Les gens regardent le trou et n’en croient toujours pas leurs yeux.

Sénégal - Des événements impensables peuvent parfois mettre un terme brutal à un projet prometteur. Cap sur Torodo, où l’espoir s’est vu englouti, du moins pour un temps.

En été 2024, des pluies torrentielles se sont abattues sur le village de Torodo. Le chef du village témoigne : « Je n’avais jamais vu cela. L’eau tombait à flots et n’arrivait pas à s’écouler. Soudain, nous avons entendu un vrombissement. Certaines de nos maisons se sont fissurées. Nous étions paniqués, sans comprendre ce qui se passait ».

Le gouffre

Une fois l’orage passé, ce sont les membres du groupement maraîcher Bokk Dolé qui ont fait la découverte inimaginable : un trou béant d’une dizaine de mètres de profondeur et d’environ vingt mètres de diamètre s’était formé au beau milieu du périmètre maraîcher. Le puits et tout le système d’irrigation avaient disparu, engloutis. Les cris et les lamentations ont aussitôt attiré tout le village. Stupéfaits, les habitant.e.s ont découvert l’ampleur du désastre.

Plus de maraichage

En quelques minutes, la pluie a englouti le travail des 190 membres du groupement. Les récoltes de gombos, de piments, de tomates, de salades et d’aubergines douces n’étaient plus qu’un lointain souvenir.

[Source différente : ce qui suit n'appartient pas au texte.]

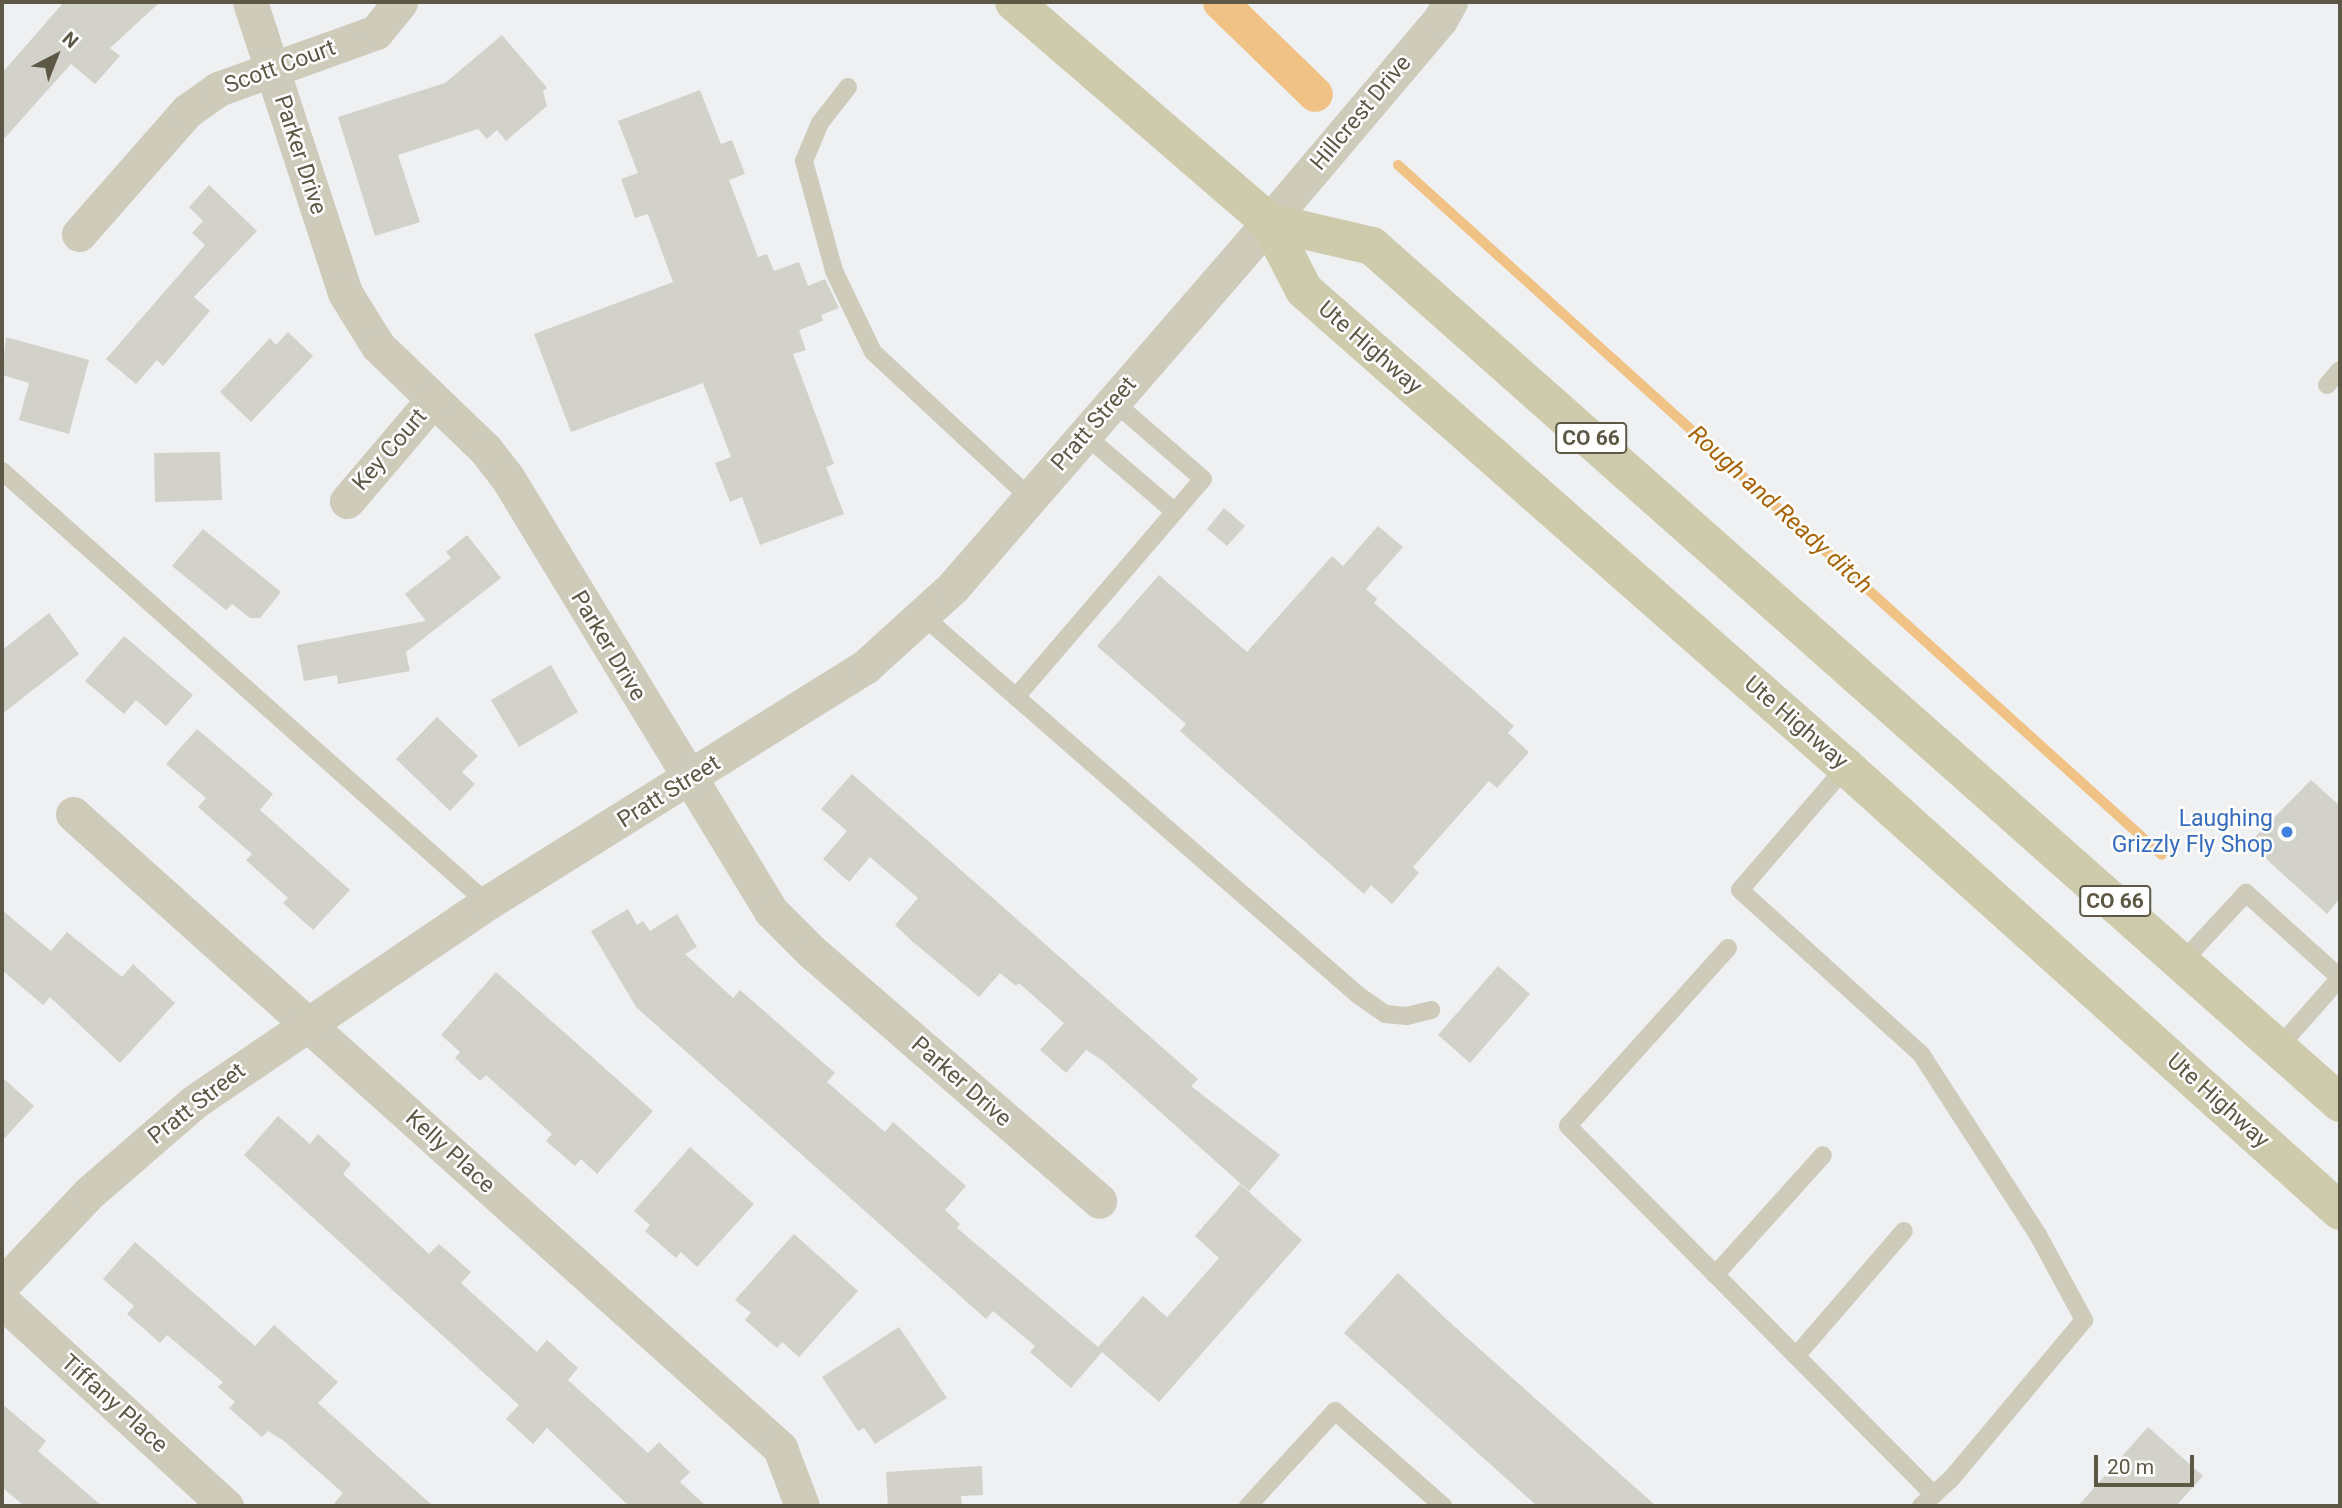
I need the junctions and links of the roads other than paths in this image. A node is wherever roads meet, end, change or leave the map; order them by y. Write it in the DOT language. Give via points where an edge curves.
graph roads {
  1 [pos="250,2"];
  2 [pos="400,2"];
  3 [pos="1014,2"];
  4 [pos="1450,2"];
  5 [pos="272,71"];
  6 [pos="848,87"];
  7 [pos="1269,222"];
  8 [pos="79,234"];
  9 [pos="2340,370"];
  10 [pos="2327,385"];
  11 [pos="433,400"];
  12 [pos="1114,402"];
  13 [pos="1085,435"];
  14 [pos="2,471"];
  15 [pos="1030,498"];
  16 [pos="347,500"];
  17 [pos="1174,511"];
  18 [pos="922,615"];
  19 [pos="1016,697"];
  20 [pos="1846,766"];
  21 [pos="689,780"];
  22 [pos="73,814"];
  23 [pos="486,903"];
  24 [pos="1728,948"];
  25 [pos="2183,961"];
  26 [pos="2340,978"];
  27 [pos="1431,1010"];
  28 [pos="307,1023"];
  29 [pos="2278,1048"];
  30 [pos="2340,1103"];
  31 [pos="1823,1155"];
  32 [pos="1099,1201"];
  33 [pos="2340,1211"];
  34 [pos="1905,1231"];
  35 [pos="1715,1275"];
  36 [pos="2,1284"];
  37 [pos="2,1301"];
  38 [pos="1796,1356"];
  39 [pos="1927,1500"];
  40 [pos="226,1506"];
  41 [pos="803,1506"];
  42 [pos="1248,1506"];
  43 [pos="1443,1506"];
  1 -- 5 [label="street, Parker Drive"];
  2 -- 5 [label="street, Scott Court" via="376,32"];
  3 -- 7 [label="main road, Ute Highway / CO 66"];
  4 -- 7 [label="street, Hillcrest Drive" via="1440,20"];
  5 -- 8 [label="street, Scott Court" via="218,89 187,111"];
  5 -- 11 [label="street, Parker Drive" via="345,293 378,346"];
  6 -- 15 [label="lane" via="820,123 804,161 834,271 873,352"];
  7 -- 12 [label="street, Pratt Street"];
  7 -- 20 [label="main road, Ute Highway / CO 66" via="1304,290"];
  7 -- 25 [label="main road, Ute Highway / CO 66" via="1372,246"];
  9 -- 10 [label="lane"];
  11 -- 16 [label="street, Key Court"];
  11 -- 21 [label="street, Parker Drive" via="485,449 506,477"];
  12 -- 13 [label="street, Pratt Street"];
  12 -- 17 [label="lane" via="1203,479"];
  13 -- 15 [label="street, Pratt Street"];
  13 -- 17 [label="lane"];
  14 -- 23 [label="lane"];
  15 -- 18 [label="street, Pratt Street" via="953,587"];
  17 -- 19 [label="lane"];
  18 -- 19 [label="lane"];
  18 -- 21 [label="street, Pratt Street" via="842,684"];
  19 -- 27 [label="lane" via="1358,995 1385,1014 1406,1016"];
  20 -- 33 [label="main road, Ute Highway / CO 66"];
  20 -- 39 [label="lane" via="1740,890 1921,1054 2038,1235 2084,1320"];
  21 -- 23 [label="street, Pratt Street"];
  21 -- 32 [label="street, Parker Drive" via="771,911"];
  22 -- 28 [label="street, Kelly Place"];
  23 -- 28 [label="street, Pratt Street"];
  24 -- 35 [label="lane" via="1568,1126"];
  25 -- 26 [label="lane" via="2246,892"];
  25 -- 29 [label="main road, Ute Highway / CO 66"];
  26 -- 29 [label="lane"];
  28 -- 36 [label="street, Pratt Street" via="194,1102 89,1193"];
  28 -- 41 [label="street, Kelly Place" via="780,1448"];
  29 -- 30 [label="main road, Ute Highway / CO 66"];
  31 -- 35 [label="lane"];
  34 -- 38 [label="lane"];
  35 -- 38 [label="lane"];
  37 -- 40 [label="street, Tiffany Place"];
  38 -- 39 [label="lane"];
  42 -- 43 [label="lane" via="1335,1411"];
}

Après les attaques de sauterelles l’année précédente, le sort semblait s’acharner. Abattues et désemparées, les femmes ont ramassé le matériel restant et vendu les 200 poules du poulailler, également endommagé. Le site est désormais interdit d’accès en raison de l’instabilité du sol. Ce phénomène, inédit dans la région, pourrait être lié à des cavités souterraines. L’afflux exceptionnel d’eau a fait remonter la nappe phréatique jusqu’à la surface, déstabilisant le sous-sol et provoquant l’effondrement.

Se tourner vers l’avenir

Momy Diop, la présidente du groupement, confie : « C’est un coup très dur, mais nous ne devons pas nous laisser abattre. Le temps des lamentations est terminé, et nous cherchons déjà des solutions pour relancer l’activité sur un autre site. Nous en avons déjà trouvé un, encore plus adéquat que l’ancien. En revanche, nous aurons besoin de soutien dans cette démarche, car nous n’avons malheureusement pas les fonds nécessaires. » Des discussions se poursuivent depuis plus d’un an entre notre partenaire stratégique et plusieurs acteurs étatiques, et nous sommes prêts à parvenir prochainement à un accord pour relancer la production maraîchère. Heureusement, l’espoir n’a pas été englouti par le gouffre.